==== DATA ====
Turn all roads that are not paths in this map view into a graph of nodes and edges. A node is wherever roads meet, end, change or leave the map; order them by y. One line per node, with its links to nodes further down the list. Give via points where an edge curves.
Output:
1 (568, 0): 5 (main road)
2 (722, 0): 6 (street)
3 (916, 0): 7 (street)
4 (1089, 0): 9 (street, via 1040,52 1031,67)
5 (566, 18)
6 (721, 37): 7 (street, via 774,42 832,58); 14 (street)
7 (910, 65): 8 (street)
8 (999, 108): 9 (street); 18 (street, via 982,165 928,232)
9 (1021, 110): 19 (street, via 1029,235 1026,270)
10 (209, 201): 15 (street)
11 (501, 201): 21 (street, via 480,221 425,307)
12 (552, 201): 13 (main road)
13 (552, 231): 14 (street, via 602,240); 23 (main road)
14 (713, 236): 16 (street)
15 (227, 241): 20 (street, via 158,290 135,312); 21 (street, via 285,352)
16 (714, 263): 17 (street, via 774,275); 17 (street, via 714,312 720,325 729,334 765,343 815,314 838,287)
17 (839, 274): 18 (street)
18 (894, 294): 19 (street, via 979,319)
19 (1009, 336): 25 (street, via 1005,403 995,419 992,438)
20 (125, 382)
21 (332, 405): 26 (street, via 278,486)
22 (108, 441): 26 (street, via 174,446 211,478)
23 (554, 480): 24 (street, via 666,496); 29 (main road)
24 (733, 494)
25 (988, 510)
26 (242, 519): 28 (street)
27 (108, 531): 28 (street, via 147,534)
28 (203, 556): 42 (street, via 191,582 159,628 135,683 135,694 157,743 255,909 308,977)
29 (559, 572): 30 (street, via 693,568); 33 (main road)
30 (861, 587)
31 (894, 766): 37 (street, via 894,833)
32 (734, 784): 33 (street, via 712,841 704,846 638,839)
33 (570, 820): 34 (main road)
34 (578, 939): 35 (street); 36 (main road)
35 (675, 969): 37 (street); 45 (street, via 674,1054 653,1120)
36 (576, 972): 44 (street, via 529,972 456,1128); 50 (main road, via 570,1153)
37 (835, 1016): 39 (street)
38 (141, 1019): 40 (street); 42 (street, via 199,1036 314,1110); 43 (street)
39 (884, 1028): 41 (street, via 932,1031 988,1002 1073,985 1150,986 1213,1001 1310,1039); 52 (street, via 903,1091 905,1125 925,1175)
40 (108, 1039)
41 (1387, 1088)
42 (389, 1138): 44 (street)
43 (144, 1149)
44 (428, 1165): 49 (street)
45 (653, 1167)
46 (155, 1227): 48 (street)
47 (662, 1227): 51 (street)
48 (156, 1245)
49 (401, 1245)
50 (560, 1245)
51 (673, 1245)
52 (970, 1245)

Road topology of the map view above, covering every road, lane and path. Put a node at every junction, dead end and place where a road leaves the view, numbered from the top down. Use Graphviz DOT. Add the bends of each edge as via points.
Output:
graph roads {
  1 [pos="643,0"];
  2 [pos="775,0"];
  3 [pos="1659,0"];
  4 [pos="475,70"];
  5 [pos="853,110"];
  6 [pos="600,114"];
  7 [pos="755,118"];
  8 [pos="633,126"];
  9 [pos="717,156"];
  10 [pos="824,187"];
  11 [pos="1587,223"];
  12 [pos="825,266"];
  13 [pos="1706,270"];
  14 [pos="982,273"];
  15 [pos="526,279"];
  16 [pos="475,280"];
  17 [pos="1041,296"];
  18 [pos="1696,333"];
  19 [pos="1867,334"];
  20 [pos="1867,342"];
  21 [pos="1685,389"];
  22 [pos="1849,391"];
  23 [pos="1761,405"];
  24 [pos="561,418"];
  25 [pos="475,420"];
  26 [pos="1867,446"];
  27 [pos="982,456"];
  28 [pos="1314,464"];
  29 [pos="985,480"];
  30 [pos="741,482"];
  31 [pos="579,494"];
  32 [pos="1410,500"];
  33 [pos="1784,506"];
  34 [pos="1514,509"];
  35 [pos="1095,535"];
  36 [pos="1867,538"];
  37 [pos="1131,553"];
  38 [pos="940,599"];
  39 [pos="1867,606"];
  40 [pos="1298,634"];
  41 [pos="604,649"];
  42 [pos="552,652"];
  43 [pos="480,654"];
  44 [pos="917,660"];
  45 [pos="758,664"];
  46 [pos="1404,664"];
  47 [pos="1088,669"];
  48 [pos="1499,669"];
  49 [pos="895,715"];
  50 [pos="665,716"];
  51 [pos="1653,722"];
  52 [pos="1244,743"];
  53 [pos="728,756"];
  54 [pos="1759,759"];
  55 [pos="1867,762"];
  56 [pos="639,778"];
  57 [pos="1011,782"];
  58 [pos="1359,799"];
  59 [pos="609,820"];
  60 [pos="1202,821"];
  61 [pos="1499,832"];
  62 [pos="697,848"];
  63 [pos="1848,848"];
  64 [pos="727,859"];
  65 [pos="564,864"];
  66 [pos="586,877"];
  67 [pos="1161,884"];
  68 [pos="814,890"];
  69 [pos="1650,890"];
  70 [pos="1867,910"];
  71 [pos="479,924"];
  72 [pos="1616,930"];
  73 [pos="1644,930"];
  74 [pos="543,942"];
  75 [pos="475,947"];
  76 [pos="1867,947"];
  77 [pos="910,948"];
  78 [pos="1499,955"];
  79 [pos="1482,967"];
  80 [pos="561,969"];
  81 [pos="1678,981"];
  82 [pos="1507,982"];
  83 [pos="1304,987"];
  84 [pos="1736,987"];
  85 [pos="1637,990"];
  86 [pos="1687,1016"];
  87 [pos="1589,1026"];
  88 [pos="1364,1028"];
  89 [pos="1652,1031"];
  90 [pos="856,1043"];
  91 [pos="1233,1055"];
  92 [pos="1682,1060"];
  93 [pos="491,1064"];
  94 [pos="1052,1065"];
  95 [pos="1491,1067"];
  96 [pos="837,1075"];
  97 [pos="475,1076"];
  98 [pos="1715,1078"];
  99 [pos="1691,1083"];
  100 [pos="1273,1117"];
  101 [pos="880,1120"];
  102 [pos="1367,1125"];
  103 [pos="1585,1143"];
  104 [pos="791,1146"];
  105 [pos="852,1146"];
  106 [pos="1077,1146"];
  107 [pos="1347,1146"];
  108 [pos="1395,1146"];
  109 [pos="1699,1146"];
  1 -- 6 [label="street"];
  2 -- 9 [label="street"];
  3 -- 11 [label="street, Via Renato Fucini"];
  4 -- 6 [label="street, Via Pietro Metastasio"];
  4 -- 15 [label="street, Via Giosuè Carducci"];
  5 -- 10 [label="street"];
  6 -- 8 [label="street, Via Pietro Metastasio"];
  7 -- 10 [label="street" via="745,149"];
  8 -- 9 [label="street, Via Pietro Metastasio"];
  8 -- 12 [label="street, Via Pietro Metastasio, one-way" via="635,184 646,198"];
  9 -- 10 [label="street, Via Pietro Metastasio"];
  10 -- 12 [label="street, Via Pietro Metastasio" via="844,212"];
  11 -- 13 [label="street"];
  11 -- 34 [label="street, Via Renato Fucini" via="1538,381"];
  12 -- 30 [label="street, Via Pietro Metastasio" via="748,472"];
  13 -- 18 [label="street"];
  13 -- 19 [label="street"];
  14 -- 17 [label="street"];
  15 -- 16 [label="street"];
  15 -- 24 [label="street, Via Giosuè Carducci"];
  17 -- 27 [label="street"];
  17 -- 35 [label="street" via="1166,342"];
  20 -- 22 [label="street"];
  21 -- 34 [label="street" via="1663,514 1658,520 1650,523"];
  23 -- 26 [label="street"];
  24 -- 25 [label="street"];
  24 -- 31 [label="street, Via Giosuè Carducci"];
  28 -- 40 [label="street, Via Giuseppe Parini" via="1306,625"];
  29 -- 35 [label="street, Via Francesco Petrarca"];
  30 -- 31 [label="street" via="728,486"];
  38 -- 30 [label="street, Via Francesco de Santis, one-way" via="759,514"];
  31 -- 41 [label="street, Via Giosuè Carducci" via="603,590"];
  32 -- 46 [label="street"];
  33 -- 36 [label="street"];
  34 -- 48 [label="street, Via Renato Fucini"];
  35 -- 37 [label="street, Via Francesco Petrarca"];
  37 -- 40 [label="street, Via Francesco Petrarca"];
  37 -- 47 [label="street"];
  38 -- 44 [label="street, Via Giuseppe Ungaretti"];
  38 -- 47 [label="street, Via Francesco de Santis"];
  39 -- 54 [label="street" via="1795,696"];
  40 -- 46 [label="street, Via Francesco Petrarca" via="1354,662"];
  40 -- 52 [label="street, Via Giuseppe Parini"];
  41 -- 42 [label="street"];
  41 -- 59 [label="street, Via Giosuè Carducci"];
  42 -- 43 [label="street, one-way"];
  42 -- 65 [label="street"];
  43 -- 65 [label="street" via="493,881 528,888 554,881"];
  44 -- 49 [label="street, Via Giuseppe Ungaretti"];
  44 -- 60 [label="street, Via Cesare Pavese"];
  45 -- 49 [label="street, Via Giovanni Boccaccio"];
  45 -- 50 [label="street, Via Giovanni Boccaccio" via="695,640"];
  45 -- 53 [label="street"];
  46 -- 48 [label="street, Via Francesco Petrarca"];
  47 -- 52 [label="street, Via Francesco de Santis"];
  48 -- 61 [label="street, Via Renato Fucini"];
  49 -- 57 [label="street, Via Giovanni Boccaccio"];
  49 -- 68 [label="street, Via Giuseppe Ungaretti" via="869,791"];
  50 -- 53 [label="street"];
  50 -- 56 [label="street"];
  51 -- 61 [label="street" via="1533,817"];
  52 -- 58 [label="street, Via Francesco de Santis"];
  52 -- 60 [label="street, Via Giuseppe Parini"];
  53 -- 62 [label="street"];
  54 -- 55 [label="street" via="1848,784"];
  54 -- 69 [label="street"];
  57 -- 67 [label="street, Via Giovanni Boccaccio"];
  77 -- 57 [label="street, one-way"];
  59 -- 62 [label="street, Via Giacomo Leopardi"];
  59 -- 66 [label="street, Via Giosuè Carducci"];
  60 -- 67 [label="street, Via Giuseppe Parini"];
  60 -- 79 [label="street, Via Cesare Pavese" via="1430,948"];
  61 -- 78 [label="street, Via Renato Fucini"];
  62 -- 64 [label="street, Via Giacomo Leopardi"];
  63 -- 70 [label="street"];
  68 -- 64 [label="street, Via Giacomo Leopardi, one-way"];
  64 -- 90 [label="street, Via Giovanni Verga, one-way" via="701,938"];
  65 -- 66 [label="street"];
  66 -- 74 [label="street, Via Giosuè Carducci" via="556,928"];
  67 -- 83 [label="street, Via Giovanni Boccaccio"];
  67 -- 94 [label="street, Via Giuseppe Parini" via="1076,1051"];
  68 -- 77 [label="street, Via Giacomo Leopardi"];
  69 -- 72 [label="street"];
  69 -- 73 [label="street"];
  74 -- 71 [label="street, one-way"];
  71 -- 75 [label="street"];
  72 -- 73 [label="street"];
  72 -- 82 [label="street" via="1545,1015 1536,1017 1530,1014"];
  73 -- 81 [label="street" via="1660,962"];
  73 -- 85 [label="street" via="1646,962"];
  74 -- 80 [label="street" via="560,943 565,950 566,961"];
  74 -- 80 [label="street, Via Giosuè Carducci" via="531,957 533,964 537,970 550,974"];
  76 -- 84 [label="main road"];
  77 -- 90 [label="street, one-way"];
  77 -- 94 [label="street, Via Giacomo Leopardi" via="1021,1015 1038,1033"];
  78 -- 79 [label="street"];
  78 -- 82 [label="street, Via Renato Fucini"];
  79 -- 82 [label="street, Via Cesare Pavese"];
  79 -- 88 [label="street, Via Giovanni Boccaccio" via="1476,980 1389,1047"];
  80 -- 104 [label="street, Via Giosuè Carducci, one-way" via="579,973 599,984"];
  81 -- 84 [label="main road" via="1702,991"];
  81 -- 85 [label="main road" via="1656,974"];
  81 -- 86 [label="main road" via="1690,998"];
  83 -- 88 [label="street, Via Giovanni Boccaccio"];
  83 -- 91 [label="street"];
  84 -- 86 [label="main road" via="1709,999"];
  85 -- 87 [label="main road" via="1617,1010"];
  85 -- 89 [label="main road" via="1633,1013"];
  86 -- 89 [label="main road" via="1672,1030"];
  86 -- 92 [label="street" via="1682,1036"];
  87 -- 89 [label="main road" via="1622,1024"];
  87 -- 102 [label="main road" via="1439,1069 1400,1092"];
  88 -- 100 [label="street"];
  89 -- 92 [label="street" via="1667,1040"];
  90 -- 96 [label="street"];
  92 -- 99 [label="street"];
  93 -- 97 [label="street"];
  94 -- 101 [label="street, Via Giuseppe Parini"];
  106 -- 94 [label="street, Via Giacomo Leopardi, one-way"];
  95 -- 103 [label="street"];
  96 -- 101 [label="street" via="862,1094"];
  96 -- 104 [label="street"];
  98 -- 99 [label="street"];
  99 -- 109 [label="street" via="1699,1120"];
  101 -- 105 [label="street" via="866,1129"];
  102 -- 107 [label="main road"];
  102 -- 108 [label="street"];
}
====
REQUIRED WORK: A single number is the whole answer: the tally of lines above that contain "Parini".

ANSWER FOR THIS EXERCISE: 6